Task to complete: Within the material below, count each line holding the string "dead" and return the total alone.

*** Opening Given entries ***

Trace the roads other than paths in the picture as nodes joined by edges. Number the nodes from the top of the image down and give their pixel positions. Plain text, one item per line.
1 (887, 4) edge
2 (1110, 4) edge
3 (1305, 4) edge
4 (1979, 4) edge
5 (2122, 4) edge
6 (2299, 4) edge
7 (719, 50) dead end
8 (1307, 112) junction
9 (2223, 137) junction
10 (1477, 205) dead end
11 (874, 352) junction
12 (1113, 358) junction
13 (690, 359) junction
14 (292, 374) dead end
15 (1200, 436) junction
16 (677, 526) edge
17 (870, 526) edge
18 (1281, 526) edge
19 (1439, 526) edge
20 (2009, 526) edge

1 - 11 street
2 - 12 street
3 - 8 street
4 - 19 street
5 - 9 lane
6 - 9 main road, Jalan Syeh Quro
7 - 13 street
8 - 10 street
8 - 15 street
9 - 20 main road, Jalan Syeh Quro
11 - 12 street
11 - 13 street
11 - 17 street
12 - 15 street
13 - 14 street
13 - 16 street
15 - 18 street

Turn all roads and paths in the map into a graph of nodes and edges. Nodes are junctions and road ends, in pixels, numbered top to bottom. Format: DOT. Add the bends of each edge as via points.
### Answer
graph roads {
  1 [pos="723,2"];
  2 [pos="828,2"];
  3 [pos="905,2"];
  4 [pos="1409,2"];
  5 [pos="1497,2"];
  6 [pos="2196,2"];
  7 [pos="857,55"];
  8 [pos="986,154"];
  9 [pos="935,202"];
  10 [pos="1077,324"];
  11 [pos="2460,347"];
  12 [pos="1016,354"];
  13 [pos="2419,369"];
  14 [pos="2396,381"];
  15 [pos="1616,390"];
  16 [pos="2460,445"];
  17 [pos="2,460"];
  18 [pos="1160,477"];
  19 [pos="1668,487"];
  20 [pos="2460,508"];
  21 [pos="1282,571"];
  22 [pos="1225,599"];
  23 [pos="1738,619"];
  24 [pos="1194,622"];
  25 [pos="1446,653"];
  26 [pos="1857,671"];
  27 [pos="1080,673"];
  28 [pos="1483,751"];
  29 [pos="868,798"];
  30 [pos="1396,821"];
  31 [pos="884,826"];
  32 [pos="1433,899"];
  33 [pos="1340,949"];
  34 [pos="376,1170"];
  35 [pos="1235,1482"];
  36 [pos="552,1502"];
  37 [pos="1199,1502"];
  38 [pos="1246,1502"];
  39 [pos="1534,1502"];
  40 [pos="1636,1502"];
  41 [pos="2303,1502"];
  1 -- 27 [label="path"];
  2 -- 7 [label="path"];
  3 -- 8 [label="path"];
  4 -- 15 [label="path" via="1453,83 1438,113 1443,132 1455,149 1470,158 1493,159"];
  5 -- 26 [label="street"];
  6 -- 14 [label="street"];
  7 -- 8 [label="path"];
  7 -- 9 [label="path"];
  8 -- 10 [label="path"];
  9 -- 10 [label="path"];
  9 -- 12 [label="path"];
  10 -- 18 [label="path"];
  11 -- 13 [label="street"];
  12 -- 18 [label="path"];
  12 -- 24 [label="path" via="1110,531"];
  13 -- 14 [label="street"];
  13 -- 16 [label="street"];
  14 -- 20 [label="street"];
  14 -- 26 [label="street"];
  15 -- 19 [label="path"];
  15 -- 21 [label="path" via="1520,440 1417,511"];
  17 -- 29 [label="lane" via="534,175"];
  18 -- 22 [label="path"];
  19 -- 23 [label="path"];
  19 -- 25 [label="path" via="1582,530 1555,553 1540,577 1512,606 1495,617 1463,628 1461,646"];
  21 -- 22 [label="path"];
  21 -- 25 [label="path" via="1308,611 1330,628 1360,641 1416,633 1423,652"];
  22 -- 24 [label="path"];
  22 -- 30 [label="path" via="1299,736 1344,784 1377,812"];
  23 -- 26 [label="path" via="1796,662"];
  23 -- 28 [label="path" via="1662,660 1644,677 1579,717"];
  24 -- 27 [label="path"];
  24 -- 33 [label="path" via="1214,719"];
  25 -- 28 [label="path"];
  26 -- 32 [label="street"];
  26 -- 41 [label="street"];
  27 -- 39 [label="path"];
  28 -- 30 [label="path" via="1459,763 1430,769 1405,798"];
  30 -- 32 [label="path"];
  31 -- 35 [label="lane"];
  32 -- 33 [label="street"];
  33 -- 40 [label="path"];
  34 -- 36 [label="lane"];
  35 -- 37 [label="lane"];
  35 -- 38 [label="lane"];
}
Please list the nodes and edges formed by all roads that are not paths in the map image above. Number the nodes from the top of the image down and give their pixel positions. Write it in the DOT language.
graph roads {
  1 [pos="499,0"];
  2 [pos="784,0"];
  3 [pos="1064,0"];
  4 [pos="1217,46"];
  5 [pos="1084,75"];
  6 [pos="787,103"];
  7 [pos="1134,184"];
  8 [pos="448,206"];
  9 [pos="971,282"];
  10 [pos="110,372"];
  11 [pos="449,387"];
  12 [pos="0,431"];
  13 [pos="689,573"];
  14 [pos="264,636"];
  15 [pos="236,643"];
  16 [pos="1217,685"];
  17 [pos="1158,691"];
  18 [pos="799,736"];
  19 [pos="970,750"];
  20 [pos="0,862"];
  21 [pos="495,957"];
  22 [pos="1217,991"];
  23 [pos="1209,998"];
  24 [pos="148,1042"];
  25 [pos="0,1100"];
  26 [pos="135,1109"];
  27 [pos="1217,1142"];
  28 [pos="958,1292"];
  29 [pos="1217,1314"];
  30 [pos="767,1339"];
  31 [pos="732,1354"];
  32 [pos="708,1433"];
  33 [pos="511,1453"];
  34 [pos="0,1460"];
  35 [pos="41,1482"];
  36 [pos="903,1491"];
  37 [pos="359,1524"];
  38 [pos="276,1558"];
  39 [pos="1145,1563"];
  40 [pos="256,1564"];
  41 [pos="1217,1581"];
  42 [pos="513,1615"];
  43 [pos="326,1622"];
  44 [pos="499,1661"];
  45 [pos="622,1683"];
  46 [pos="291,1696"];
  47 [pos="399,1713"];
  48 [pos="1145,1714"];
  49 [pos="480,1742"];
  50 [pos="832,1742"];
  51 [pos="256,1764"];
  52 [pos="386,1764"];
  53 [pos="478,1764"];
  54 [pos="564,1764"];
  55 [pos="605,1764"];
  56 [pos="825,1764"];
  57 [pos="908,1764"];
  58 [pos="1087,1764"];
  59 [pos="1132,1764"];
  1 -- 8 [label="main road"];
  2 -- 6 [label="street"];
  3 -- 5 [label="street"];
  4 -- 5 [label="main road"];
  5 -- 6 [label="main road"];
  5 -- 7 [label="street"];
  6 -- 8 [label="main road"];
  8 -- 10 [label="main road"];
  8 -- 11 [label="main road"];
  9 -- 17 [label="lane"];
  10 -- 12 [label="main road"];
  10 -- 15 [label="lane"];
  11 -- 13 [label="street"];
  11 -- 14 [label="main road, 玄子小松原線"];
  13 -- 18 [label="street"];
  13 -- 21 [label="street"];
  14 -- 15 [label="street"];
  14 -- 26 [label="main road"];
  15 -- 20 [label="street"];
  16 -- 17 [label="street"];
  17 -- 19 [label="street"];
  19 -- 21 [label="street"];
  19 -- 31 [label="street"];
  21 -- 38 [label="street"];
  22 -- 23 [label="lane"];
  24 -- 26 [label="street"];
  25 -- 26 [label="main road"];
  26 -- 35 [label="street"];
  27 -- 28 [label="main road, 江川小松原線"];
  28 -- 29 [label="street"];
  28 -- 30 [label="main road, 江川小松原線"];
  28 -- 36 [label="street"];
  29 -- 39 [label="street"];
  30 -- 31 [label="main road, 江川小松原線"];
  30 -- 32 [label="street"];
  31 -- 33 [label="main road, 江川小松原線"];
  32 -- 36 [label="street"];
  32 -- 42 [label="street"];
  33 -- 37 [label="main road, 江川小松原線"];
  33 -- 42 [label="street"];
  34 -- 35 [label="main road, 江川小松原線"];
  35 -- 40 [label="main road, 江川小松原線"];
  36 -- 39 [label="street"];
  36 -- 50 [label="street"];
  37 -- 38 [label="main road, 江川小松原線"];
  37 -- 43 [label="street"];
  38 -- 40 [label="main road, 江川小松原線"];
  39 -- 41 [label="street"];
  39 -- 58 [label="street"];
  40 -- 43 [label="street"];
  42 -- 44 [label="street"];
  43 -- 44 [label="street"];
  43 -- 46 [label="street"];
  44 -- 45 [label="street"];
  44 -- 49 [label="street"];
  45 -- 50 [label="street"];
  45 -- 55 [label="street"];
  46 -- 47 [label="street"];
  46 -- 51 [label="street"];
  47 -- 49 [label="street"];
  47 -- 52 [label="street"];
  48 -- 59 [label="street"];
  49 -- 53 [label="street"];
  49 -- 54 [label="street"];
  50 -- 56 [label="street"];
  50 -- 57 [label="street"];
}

*** Closing Given entries ***

Written solution: 3